Index: lib/Analysis/ValueTracking.cpp
===================================================================
--- lib/Analysis/ValueTracking.cpp
+++ lib/Analysis/ValueTracking.cpp
@@ -4132,6 +4132,12 @@
   if (ICmpInst::isTrueWhenEqual(Pred) && LHS == RHS)
     return true;
 
+  if (Constant *CLHS = dyn_cast<Constant>(LHS))
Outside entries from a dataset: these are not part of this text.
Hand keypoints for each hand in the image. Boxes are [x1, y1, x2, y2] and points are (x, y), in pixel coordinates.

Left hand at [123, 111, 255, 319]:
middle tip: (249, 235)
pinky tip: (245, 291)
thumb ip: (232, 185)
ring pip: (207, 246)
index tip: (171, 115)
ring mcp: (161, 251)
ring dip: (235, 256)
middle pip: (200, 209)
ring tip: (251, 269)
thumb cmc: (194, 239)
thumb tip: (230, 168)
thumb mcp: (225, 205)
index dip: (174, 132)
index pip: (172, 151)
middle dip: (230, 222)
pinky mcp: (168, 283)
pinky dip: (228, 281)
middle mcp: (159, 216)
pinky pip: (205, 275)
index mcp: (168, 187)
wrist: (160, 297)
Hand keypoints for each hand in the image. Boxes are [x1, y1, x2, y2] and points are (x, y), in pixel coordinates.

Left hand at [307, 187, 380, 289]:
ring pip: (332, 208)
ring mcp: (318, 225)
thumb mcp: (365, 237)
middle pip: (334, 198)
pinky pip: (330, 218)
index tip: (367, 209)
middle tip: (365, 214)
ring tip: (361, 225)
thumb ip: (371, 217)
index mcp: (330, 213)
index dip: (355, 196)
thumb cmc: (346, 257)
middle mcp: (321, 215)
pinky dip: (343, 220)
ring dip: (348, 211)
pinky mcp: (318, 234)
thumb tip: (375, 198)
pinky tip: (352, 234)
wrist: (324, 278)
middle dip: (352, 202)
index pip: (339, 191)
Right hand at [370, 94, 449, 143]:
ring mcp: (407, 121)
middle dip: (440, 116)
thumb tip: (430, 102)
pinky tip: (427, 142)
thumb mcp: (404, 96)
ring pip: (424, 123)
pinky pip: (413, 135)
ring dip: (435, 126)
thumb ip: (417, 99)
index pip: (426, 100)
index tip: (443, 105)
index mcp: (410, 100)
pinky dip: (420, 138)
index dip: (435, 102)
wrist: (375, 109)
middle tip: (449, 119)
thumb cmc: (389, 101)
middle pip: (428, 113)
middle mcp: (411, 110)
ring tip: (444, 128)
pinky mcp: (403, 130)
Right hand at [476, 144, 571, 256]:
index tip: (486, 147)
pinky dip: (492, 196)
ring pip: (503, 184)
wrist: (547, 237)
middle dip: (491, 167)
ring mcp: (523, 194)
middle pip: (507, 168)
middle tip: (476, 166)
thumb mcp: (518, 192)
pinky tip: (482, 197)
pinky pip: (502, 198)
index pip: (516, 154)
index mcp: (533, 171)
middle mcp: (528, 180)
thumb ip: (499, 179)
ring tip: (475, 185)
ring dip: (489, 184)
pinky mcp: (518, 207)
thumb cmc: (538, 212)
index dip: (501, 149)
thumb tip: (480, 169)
+    if (Constant *CRHS = dyn_cast<Constant>(RHS)) {
+      Constant *Res = ConstantFoldCompareInstOperands(Pred, CLHS, CRHS, DL);
+      return Res->isOneValue();
+    }
+
   switch (Pred) {
   default:
     return false;
@@ -4207,7 +4213,15 @@
                            DT) &&
            isTruePredicate(CmpInst::ICMP_ULE, ARHS, BRHS, DL, Depth, AC, CxtI,
                            DT);
+
+  case CmpInst::ICMP_UGT:
+  case CmpInst::ICMP_UGE:
+    return isTruePredicate(CmpInst::ICMP_UGE, BLHS, ALHS, DL, Depth, AC, CxtI,
+                           DT) &&
+           isTruePredicate(CmpInst::ICMP_UGE, ARHS, BRHS, DL, Depth, AC, CxtI,
+                           DT);
   }
+
 }
 
 bool llvm::isImpliedCondition(Value *LHS, Value *RHS, const DataLayout &DL,
Index: lib/Transforms/Utils/SimplifyCFG.cpp
===================================================================
--- lib/Transforms/Utils/SimplifyCFG.cpp
+++ lib/Transforms/Utils/SimplifyCFG.cpp
@@ -95,6 +95,16 @@
     cl::desc("Limit maximum recursion depth when calculating costs of "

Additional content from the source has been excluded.